Solander invented the book-form box known as the Solander box which is still used in libraries and archives as the most suitable way of storing prints, drawings, herbarium materials and some manuscripts.

Solander Gardens in the east end of London is named after him, as are the Solander Islands off New Zealand's South Island and Cape Solander in the Kamay Botany Bay National Park, also in the suburb of Redfern near Sydney NSW the housing commission towers include a Daniel Solander building. Also Solander Island, off the NW coast of Vancouver Island, Canada. One of the many plants named in his honour is Fuscospora solandri (black beech). Solander was associated with Banks in Illustrations of the Botany of Captain Cook's Voyage Round the World, and his The Natural History of Many Curious and Uncommon Zoophytes, Collected by the late John Ellis, (1786) was published posthumously. The 'Daniel Solander Library' in Sydney's Royal Botanic Garden, established in 1852, is the oldest botanical research library in Australia.

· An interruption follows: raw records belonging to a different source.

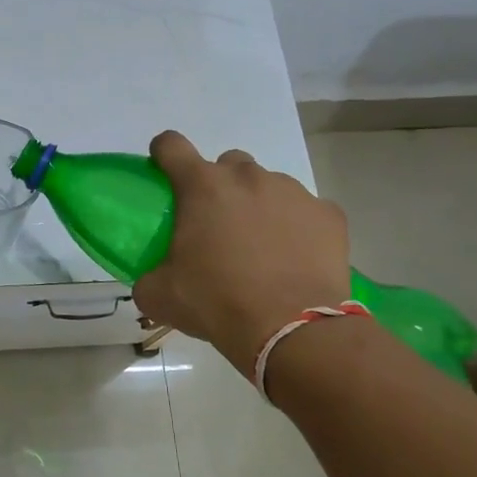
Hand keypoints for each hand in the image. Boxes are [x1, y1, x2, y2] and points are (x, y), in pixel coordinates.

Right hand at [132, 131, 350, 376]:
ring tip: (259, 248)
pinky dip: (296, 227)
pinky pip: (306, 211)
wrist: (292, 330)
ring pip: (268, 185)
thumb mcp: (160, 296)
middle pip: (226, 164)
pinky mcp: (328, 214)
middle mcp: (248, 177)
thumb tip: (152, 279)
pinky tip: (293, 259)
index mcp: (201, 187)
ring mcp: (293, 192)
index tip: (164, 173)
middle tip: (216, 226)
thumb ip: (148, 276)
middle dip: (219, 187)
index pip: (171, 145)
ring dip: (258, 206)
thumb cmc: (216, 303)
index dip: (163, 154)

The scientific name of the Providence Petrel, Pterodroma solandri, was given in his honour by ornithologist John Gould.

The shrub Banksia solandri is named after him. Herbarium specimens collected by Solander and Banks are cared for in herbaria, including at the National Herbarium of Victoria (MEL), Royal Botanic Gardens Victoria

In Solander's birth town Piteå, the Solander Science Park houses a number of cleantech companies and research organizations.

Solander Street in Pelican Waters (a suburb in the Sunshine Coast of south-east Queensland, Australia) is one of several nearby streets with names linked to the round-the-world voyage of Captain James Cook that landed at Botany Bay in 1770.